■ **How to complete this task**:
List, from the lines below, each one with "AURELIANO" in it.

Records from a dataset
§ §
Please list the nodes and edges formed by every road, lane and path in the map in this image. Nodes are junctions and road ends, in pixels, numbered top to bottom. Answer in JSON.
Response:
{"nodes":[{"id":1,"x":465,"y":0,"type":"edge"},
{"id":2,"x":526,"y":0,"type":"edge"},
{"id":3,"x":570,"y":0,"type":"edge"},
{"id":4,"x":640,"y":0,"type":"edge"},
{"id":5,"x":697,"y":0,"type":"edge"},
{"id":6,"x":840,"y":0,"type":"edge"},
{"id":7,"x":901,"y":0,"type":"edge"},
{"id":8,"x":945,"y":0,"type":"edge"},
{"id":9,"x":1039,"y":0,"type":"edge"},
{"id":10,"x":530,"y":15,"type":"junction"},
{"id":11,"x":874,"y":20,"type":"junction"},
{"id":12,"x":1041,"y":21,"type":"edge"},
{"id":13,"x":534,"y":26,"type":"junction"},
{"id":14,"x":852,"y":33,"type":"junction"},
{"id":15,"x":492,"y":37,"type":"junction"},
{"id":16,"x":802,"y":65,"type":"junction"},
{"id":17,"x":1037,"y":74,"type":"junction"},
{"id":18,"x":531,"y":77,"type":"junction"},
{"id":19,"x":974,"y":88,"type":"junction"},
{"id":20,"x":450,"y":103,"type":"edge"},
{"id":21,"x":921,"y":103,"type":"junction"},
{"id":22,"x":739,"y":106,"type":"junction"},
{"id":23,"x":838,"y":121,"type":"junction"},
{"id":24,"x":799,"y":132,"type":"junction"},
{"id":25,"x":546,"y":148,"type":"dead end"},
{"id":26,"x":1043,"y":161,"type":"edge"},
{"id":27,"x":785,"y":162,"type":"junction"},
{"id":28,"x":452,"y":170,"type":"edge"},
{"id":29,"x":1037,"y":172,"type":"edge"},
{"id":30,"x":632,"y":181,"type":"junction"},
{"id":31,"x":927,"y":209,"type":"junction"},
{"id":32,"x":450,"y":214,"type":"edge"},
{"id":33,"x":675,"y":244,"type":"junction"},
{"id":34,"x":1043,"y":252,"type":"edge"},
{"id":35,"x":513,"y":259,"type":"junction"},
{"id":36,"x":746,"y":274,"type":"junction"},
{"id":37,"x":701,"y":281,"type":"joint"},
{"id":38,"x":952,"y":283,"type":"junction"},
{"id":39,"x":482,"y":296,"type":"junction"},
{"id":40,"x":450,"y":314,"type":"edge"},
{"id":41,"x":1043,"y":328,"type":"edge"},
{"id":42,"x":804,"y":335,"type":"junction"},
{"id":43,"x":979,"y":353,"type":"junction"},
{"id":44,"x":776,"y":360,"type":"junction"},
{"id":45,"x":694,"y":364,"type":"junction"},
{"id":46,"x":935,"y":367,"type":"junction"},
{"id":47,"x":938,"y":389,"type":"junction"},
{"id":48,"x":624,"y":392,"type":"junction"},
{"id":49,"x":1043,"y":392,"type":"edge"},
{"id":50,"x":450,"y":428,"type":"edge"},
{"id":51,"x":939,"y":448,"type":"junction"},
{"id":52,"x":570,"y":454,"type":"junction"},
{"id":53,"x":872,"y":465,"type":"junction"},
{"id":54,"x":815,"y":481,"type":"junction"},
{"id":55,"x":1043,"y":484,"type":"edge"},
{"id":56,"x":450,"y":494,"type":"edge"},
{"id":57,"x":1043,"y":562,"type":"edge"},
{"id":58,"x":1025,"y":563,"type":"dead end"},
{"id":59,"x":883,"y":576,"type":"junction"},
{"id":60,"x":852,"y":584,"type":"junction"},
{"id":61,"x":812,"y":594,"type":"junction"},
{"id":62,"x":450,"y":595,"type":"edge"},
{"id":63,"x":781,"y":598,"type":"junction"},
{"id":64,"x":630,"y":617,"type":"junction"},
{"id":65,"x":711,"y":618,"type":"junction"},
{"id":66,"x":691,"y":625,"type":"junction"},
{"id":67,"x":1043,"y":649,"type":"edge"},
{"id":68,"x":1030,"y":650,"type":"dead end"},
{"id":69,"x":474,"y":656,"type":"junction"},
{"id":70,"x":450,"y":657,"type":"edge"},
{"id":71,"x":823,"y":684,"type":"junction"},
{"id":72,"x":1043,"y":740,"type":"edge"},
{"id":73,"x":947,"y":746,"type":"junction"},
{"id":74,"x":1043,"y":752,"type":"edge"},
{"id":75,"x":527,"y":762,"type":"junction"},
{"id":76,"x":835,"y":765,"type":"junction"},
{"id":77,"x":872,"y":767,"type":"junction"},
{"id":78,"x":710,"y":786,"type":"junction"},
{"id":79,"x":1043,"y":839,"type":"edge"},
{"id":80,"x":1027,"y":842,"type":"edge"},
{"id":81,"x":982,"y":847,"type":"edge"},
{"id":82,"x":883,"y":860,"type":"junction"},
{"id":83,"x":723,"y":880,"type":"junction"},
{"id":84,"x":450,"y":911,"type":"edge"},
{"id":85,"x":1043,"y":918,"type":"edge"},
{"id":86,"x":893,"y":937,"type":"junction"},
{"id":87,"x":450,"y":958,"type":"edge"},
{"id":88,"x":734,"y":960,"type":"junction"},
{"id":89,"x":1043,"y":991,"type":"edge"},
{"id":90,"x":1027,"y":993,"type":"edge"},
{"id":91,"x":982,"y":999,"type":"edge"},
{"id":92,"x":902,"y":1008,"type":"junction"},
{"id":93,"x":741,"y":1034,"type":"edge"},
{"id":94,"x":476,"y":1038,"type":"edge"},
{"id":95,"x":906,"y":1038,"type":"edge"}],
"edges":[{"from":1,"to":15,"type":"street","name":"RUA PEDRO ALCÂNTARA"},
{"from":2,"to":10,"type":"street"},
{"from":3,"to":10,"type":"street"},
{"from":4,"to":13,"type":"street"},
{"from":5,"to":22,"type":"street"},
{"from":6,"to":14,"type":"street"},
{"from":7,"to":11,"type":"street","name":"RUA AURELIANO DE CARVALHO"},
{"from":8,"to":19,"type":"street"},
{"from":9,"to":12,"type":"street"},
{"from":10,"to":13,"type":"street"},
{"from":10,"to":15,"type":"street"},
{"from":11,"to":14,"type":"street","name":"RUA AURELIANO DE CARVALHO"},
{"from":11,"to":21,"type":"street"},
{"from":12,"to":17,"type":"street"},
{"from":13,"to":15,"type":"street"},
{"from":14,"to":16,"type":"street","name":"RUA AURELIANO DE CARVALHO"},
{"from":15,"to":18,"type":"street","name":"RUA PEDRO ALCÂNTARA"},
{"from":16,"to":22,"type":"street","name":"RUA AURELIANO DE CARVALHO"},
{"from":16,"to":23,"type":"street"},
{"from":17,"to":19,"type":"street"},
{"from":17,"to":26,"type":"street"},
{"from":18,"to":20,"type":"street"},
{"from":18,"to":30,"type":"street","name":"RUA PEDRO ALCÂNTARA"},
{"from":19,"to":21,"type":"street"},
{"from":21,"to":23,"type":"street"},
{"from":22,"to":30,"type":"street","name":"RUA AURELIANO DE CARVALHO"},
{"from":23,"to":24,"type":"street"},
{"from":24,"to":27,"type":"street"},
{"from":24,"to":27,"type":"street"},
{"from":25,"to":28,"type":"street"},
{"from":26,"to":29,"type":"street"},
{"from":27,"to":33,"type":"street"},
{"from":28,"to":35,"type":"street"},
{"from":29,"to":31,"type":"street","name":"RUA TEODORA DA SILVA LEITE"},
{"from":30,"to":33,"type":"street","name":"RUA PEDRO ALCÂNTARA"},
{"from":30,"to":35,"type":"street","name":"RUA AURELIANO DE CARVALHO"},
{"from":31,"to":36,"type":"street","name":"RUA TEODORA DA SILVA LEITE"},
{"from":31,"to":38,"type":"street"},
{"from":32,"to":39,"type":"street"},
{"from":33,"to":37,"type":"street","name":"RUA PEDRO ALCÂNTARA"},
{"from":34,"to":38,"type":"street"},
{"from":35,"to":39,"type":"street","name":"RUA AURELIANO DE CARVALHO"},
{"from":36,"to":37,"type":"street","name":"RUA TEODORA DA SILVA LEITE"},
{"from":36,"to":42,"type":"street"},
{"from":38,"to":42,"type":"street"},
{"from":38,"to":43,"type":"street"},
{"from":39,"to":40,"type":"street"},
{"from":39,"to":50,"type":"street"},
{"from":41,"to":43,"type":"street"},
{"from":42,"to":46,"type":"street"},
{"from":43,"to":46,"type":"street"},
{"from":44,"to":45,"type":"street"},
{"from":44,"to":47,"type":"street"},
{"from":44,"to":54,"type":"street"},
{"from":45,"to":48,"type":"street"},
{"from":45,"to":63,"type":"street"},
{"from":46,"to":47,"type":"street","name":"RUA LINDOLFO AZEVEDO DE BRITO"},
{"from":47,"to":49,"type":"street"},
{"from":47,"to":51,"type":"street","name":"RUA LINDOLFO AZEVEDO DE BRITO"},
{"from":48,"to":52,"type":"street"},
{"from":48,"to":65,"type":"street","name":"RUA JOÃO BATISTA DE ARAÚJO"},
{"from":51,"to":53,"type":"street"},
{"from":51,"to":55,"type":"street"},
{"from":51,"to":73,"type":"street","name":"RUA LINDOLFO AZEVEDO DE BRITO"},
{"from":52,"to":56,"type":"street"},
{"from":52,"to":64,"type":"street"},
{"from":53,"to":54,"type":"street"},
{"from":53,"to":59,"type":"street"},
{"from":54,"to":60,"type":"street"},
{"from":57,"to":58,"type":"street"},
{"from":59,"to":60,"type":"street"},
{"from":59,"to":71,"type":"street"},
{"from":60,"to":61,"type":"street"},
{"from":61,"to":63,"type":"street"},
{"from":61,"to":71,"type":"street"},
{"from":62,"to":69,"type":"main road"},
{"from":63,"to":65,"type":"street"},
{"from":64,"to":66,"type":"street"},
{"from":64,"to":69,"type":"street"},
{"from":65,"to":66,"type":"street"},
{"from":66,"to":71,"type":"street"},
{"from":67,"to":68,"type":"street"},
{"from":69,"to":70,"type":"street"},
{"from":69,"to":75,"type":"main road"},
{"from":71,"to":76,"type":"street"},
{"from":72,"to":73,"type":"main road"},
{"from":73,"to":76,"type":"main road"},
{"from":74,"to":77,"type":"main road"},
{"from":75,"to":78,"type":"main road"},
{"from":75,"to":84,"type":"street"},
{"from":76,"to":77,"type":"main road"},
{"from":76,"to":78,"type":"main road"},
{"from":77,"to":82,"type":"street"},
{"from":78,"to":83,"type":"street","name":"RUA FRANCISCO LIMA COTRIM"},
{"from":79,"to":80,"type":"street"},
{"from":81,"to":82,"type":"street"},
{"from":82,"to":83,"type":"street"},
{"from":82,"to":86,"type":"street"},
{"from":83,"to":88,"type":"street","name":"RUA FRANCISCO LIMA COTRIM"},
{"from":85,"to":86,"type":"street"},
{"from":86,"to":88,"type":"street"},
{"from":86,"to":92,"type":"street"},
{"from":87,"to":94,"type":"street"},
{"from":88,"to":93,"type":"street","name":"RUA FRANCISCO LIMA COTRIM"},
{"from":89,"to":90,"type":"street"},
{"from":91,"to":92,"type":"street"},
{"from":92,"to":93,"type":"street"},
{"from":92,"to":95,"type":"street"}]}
§ §
■ **Solution for this exercise**:
{"from":7,"to":11,"type":"street","name":"RUA AURELIANO DE CARVALHO"},
{"from":11,"to":14,"type":"street","name":"RUA AURELIANO DE CARVALHO"},
{"from":14,"to":16,"type":"street","name":"RUA AURELIANO DE CARVALHO"},
{"from":16,"to":22,"type":"street","name":"RUA AURELIANO DE CARVALHO"},
{"from":22,"to":30,"type":"street","name":"RUA AURELIANO DE CARVALHO"},
{"from":30,"to":35,"type":"street","name":"RUA AURELIANO DE CARVALHO"},
{"from":35,"to":39,"type":"street","name":"RUA AURELIANO DE CARVALHO"},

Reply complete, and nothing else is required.